**What this task involves:** When you reach the records below, repeat each one exactly as written.

**Task data:**
┄┄┄┄┄┄┄┄┄┄┄┄┄┄┄┄┄┄┄┄

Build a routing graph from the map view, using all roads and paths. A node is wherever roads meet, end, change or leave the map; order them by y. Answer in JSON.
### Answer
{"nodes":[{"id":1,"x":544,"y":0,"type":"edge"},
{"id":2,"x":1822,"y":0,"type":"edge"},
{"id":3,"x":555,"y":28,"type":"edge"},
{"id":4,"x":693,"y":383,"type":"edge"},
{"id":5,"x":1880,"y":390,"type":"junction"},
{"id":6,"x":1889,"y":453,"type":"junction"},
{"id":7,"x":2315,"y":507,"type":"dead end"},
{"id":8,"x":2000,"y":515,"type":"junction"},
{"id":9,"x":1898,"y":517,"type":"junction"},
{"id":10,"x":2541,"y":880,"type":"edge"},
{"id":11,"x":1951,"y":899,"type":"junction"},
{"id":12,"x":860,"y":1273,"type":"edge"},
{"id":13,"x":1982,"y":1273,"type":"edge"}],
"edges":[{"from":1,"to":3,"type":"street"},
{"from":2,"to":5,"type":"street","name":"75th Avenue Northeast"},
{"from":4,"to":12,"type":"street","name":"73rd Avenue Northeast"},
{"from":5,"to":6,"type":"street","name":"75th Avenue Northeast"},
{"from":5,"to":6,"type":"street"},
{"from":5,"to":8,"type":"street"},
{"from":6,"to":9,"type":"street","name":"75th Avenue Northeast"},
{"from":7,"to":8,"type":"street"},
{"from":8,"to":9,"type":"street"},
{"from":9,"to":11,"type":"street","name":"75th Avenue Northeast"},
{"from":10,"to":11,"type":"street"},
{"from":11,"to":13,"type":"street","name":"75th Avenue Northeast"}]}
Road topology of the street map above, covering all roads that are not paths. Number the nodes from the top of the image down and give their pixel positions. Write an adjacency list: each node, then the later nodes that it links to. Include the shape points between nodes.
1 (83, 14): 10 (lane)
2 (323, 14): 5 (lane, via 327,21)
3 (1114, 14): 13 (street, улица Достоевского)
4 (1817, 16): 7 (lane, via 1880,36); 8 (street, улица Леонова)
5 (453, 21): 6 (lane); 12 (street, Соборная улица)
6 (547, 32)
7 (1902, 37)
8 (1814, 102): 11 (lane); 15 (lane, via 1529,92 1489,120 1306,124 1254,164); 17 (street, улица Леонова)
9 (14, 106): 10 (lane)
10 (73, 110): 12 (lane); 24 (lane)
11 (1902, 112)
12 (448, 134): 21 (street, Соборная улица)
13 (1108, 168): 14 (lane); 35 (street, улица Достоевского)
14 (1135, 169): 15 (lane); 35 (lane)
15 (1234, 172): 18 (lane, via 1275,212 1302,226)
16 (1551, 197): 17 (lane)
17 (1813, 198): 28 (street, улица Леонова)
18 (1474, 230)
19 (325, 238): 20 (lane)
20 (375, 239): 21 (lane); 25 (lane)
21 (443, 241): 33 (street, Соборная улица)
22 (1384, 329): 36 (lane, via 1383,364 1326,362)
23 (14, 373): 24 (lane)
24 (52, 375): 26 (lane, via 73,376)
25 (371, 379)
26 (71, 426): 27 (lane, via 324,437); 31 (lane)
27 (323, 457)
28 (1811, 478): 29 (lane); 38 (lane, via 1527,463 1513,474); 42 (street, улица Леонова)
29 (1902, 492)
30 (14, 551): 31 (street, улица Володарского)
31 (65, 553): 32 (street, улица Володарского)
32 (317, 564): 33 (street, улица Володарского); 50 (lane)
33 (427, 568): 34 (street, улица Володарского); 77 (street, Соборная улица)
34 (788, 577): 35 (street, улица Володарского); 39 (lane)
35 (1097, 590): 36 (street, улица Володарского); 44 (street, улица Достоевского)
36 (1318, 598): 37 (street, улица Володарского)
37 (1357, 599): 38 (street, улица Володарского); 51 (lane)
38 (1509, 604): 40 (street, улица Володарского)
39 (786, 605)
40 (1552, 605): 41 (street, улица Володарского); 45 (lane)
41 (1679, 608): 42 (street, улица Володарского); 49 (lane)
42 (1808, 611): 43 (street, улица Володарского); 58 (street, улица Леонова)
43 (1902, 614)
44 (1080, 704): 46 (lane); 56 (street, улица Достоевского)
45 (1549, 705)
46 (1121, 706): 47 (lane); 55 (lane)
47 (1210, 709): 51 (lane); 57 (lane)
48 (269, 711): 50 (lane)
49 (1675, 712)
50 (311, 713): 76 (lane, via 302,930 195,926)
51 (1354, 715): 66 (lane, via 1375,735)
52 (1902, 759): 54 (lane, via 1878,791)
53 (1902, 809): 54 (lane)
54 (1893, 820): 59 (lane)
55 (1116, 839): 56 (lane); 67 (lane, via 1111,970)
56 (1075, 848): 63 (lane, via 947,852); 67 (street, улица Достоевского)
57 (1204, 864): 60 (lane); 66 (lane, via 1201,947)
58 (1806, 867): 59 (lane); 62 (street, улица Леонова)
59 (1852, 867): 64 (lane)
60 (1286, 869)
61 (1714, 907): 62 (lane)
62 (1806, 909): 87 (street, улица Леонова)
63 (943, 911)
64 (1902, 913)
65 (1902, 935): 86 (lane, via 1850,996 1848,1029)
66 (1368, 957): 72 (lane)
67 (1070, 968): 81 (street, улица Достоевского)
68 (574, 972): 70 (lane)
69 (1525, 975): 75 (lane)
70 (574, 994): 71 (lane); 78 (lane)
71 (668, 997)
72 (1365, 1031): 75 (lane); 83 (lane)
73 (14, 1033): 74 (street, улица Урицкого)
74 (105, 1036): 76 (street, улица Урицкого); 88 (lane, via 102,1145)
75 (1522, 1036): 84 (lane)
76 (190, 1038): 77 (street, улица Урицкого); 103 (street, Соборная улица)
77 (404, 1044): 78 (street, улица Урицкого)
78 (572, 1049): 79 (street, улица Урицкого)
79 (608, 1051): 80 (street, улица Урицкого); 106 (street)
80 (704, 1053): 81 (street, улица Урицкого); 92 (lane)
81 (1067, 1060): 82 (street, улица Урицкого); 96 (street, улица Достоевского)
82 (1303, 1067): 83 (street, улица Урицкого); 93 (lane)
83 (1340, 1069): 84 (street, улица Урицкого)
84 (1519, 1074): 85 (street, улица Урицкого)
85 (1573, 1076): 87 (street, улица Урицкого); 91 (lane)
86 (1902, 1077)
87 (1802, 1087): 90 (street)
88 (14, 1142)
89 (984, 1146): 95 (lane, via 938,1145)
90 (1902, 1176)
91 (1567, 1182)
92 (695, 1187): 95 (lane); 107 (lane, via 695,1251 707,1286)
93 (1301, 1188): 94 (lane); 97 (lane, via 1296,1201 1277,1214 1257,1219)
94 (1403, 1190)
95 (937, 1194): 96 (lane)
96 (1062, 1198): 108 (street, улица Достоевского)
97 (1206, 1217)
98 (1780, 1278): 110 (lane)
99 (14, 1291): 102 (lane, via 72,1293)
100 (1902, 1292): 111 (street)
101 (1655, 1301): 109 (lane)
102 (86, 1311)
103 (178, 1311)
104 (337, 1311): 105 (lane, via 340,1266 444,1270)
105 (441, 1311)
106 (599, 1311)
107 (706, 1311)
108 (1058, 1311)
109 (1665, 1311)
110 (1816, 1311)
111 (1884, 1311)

┄┄┄┄┄┄┄┄┄┄┄┄┄┄┄┄┄┄┄┄

**Solution:**
Build a routing graph from the map view, using all roads and paths. A node is wherever roads meet, end, change or leave the map; order them by y. Answer in JSON.
### Answer
{"nodes":[{"id":1,"x":544,"y":0,"type":"edge"},
{"id":2,"x":1822,"y":0,"type":"edge"},
{"id":3,"x":555,"y":28,"type":"edge"},
{"id":4,"x":693,"y":383,"type":"edge"},
{"id":5,"x":1880,"y":390,"type":"junction"},
{"id":6,"x":1889,"y":453,"type":"junction"},
{"id":7,"x":2315,"y":507,"type":"dead end"},
{"id":8,"x":2000,"y":515,"type":"junction"},
{"id":9,"x":1898,"y":517,"type":"junction"},
{"id":10,"x":2541,"y":880,"type":"edge"},
{"id":11,"x":1951,"y":899,"type":"junction"},
{"id":12,"x":860,"y":1273,"type":"edge"},
{"id":13,"x":1982,"y":1273,"type":"edge"}],
"edges":[{"from":1,"to":3,"type":"street"},
{"from":2,"to":5,"type":"street","name":"75th Avenue Northeast"},
{"from":4,"to":12,"type":"street","name":"73rd Avenue Northeast"},
{"from":5,"to":6,"type":"street","name":"75th Avenue Northeast"},
{"from":5,"to":6,"type":"street"},
{"from":5,"to":8,"type":"street"},
{"from":6,"to":9,"type":"street","name":"75th Avenue Northeast"},
{"from":7,"to":8,"type":"street"},
{"from":8,"to":9,"type":"street"},
{"from":9,"to":11,"type":"street","name":"75th Avenue Northeast"},
{"from":10,"to":11,"type":"street"},
{"from":11,"to":13,"type":"street","name":"75th Avenue Northeast"}]}
Road topology of the street map above, covering all roads that are not paths. Number the nodes from the top of the image down and give their pixel positions. Write an adjacency list: each node, then the later nodes that it links to. Include the shape points between nodes.
1 (83, 14): 10 (lane)
2 (323, 14): 5 (lane, via 327,21)
3 (1114, 14): 13 (street, улица Достоевского)
4 (1817, 16): 7 (lane, via 1880,36); 8 (street, улица Леонова)
5 (453, 21): 6 (lane); 12 (street, Соборная улица)
6 (547, 32)
7 (1902, 37)
8 (1814, 102): 11 (lane); 15 (lane, via 1529,92 1489,120 1306,124 1254,164); 17 (street, улица Леонова)
9 (14, 106): 10 (lane)
10 (73, 110): 12 (lane); 24 (lane)
11 (1902, 112)
12 (448, 134): 21 (street, Соборная улица)
13 (1108, 168): 14 (lane); 35 (street, улица Достоевского)
14 (1135, 169): 15 (lane); 35 (lane)
15 (1234, 172): 18 (lane, via 1275,212 1302,226)
16 (1551, 197): 17 (lane)
17 (1813, 198): 28 (street, улица Леонова)
18 (1474, 230)
19 (325, 238): 20 (lane)
20 (375, 239): 21 (lane); 25 (lane)
21 (443, 241): 33 (street, Соборная улица)
22 (1384, 329): 36 (lane, via 1383,364 1326,362)
23 (14, 373): 24 (lane)
24 (52, 375): 26 (lane, via 73,376)
25 (371, 379)
26 (71, 426): 27 (lane, via 324,437); 31 (lane)
27 (323, 457)
28 (1811, 478): 29 (lane); 38 (lane, via 1527,463 1513,474); 42 (street, улица Леонова)
29 (1902, 492)
30 (14, 551): 31 (street, улица Володарского)
31 (65, 553): 32 (street, улица Володарского)
32 (317, 564): 33 (street, улица Володарского); 50 (lane)
33 (427, 568): 34 (street, улица Володарского); 77 (street, Соборная улица)
34 (788, 577): 35 (street, улица Володарского); 39 (lane)
35 (1097, 590): 36 (street, улица Володарского); 44 (street, улица Достоевского)
36 (1318, 598): 37 (street, улица Володарского)
37 (1357, 599): 38 (street, улица Володарского); 51 (lane)
38 (1509, 604): 40 (street, улица Володарского)
39 (786, 605)
40 (1552, 605): 41 (street, улица Володарского); 45 (lane)
41 (1679, 608): 42 (street, улица Володарского); 49 (lane)
42 (1808, 611): 43 (street, улица Володарского); 58 (street, улица Леонова)
43 (1902, 614)
44 (1080, 704): 46 (lane); 56 (street, улица Достоевского)
45 (1549, 705)
46 (1121, 706): 47 (lane); 55 (lane)
47 (1210, 709): 51 (lane); 57 (lane)
48 (269, 711): 50 (lane)
49 (1675, 712)
50 (311, 713): 76 (lane, via 302,930 195,926)
51 (1354, 715): 66 (lane, via 1375,735)
52 (1902, 759): 54 (lane, via 1878,791)
53 (1902, 809): 54 (lane)
54 (1893, 820): 59 (lane)
55 (1116, 839): 56 (lane); 67 (lane, via 1111,970)
56 (1075, 848): 63 (lane, via 947,852); 67 (street, улица Достоевского)
57 (1204, 864): 60 (lane); 66 (lane, via 1201,947)
58 (1806, 867): 59 (lane); 62 (street, улица Леонова)
59 (1852, 867): 64 (lane)
60 (1286, 869)
61 (1714, 907): 62 (lane)
62 (1806, 909): 87 (street, улица Леонова)
63 (943, 911)
64 (1902, 913)
65 (1902, 935): 86 (lane, via 1850,996 1848,1029)
66 (1368, 957): 72 (lane)
67 (1070, 968): 81 (street, улица Достоевского)
68 (574, 972): 70 (lane)
69 (1525, 975): 75 (lane)
70 (574, 994): 71 (lane); 78 (lane)
71 (668, 997)
72 (1365, 1031): 75 (lane); 83 (lane)
73 (14, 1033): 74 (street, улица Урицкого)
74 (105, 1036): 76 (street, улица Урицкого); 88 (lane, via 102,1145)
75 (1522, 1036): 84 (lane)
76 (190, 1038): 77 (street, улица Урицкого); 103 (street, Соборная улица)
77 (404, 1044): 78 (street, улица Урицкого)
78 (572, 1049): 79 (street, улица Урицкого)
79 (608, 1051): 80 (street, улица Урицкого); 106 (street)
80 (704, 1053): 81 (street, улица Урицкого); 92 (lane)
81 (1067, 1060): 82 (street, улица Урицкого); 96 (street, улица Достоевского)
82 (1303, 1067): 83 (street, улица Урицкого); 93 (lane)
83 (1340, 1069): 84 (street, улица Урицкого)
84 (1519, 1074): 85 (street, улица Урицкого)
85 (1573, 1076): 87 (street, улица Урицкого); 91 (lane)
86 (1902, 1077)
87 (1802, 1087): 90 (street)
88 (14, 1142)
89 (984, 1146): 95 (lane, via 938,1145)
90 (1902, 1176)
91 (1567, 1182)
92 (695, 1187): 95 (lane); 107 (lane, via 695,1251 707,1286)
93 (1301, 1188): 94 (lane); 97 (lane, via 1296,1201 1277,1214 1257,1219)
94 (1403, 1190)
95 (937, 1194): 96 (lane)
96 (1062, 1198): 108 (street, улица Достоевского)
97 (1206, 1217)
98 (1780, 1278): 110 (lane)
99 (14, 1291): 102 (lane, via 72,1293)
100 (1902, 1292): 111 (street)
101 (1655, 1301): 109 (lane)
102 (86, 1311)
103 (178, 1311)
104 (337, 1311): 105 (lane, via 340,1266 444,1270)
105 (441, 1311)
106 (599, 1311)
107 (706, 1311)
108 (1058, 1311)
109 (1665, 1311)
110 (1816, 1311)
111 (1884, 1311)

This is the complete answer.